SOURCE DATA START
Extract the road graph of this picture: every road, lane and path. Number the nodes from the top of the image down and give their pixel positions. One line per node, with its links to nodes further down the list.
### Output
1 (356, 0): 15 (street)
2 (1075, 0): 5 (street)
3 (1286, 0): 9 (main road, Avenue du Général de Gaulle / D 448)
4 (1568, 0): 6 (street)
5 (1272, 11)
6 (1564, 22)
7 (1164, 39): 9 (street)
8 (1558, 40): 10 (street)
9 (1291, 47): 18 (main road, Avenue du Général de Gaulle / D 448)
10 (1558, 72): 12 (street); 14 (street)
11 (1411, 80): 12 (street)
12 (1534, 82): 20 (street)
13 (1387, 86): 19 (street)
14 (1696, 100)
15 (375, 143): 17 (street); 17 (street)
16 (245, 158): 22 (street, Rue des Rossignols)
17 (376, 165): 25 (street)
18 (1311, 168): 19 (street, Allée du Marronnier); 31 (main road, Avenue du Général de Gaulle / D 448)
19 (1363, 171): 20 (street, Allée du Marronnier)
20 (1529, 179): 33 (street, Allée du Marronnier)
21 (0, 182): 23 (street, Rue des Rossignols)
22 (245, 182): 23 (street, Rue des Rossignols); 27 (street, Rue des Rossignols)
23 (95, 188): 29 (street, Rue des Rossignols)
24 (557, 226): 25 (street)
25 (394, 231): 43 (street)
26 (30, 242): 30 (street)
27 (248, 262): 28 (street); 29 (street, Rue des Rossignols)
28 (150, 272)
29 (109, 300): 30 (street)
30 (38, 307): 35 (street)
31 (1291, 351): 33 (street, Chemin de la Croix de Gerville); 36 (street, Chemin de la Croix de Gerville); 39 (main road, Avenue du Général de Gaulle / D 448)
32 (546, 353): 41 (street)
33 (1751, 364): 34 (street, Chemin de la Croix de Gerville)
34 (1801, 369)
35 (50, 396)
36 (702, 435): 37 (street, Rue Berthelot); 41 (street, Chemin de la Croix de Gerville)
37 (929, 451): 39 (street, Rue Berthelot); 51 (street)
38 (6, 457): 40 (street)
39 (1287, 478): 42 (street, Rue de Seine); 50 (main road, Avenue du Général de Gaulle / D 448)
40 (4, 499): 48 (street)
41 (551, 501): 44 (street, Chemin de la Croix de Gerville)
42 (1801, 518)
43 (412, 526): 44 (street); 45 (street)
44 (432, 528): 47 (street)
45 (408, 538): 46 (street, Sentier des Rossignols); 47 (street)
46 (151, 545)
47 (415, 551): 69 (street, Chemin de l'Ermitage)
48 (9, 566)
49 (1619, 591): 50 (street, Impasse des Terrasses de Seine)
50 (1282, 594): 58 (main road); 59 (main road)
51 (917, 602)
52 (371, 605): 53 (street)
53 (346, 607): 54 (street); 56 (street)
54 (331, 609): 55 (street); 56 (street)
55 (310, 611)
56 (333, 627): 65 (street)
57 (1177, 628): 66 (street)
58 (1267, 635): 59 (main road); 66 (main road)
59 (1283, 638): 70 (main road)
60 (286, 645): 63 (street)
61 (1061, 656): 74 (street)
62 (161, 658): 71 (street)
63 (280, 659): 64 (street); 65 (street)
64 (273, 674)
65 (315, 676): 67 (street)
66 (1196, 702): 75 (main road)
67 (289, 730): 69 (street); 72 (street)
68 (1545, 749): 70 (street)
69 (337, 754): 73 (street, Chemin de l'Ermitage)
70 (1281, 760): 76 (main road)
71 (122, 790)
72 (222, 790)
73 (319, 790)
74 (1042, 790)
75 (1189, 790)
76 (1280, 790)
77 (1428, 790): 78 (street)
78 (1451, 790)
SOURCE DATA END
SOURCE DATA START
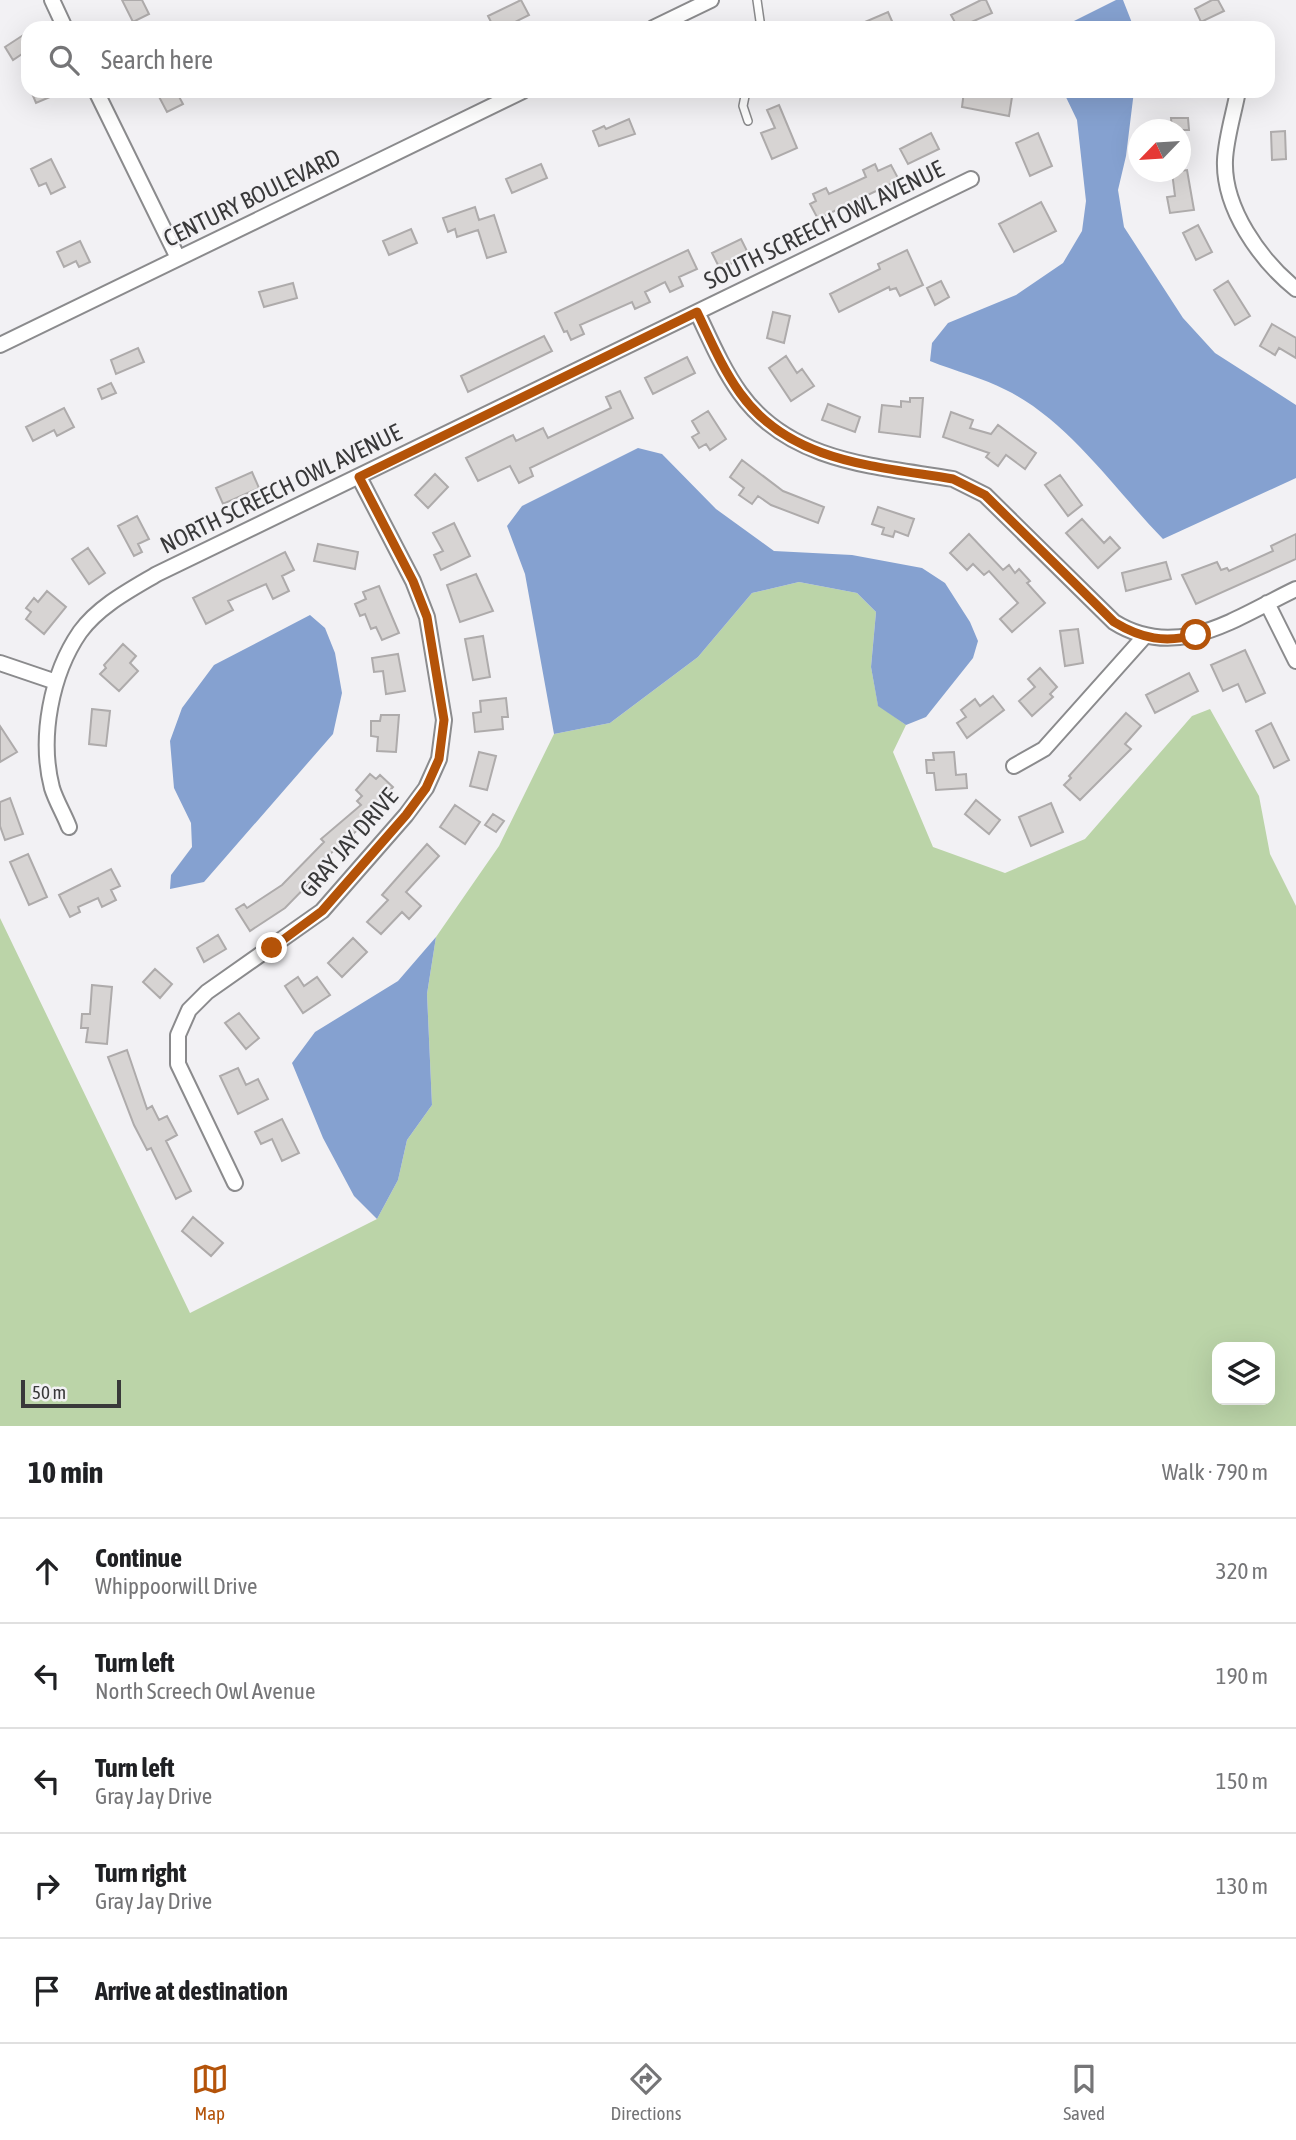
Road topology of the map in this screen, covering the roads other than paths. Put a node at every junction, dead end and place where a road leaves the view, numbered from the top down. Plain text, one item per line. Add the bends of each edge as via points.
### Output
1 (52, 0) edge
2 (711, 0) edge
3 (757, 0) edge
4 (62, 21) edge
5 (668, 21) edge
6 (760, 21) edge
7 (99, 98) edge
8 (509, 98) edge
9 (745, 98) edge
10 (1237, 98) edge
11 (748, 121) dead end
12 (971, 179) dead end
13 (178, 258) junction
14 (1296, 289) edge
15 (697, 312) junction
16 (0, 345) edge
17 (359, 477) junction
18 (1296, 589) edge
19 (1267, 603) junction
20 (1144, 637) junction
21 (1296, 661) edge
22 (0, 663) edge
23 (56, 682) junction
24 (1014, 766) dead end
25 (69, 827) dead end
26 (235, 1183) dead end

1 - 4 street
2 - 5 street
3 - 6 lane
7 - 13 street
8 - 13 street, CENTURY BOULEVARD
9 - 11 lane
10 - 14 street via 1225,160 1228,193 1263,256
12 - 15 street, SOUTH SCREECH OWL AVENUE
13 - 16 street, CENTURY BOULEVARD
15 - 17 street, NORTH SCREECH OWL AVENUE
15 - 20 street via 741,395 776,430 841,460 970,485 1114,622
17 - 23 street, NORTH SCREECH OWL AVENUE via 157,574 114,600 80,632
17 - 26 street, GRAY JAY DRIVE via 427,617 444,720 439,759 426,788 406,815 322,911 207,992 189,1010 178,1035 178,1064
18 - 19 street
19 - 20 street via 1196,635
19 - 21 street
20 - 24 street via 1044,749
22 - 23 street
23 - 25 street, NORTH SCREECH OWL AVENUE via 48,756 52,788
SOURCE DATA END
TASK STATEMENT:
Every line of the records that includes the word "this" should be gathered.

EXERCISE SOLUTION:
Extract the road graph of this picture: every road, lane and path. Number the nodes from the top of the image down and give their pixel positions. One line per node, with its links to nodes further down the list.
Road topology of the map in this screen, covering the roads other than paths. Put a node at every junction, dead end and place where a road leaves the view, numbered from the top down. Plain text, one item per line. Add the bends of each edge as via points.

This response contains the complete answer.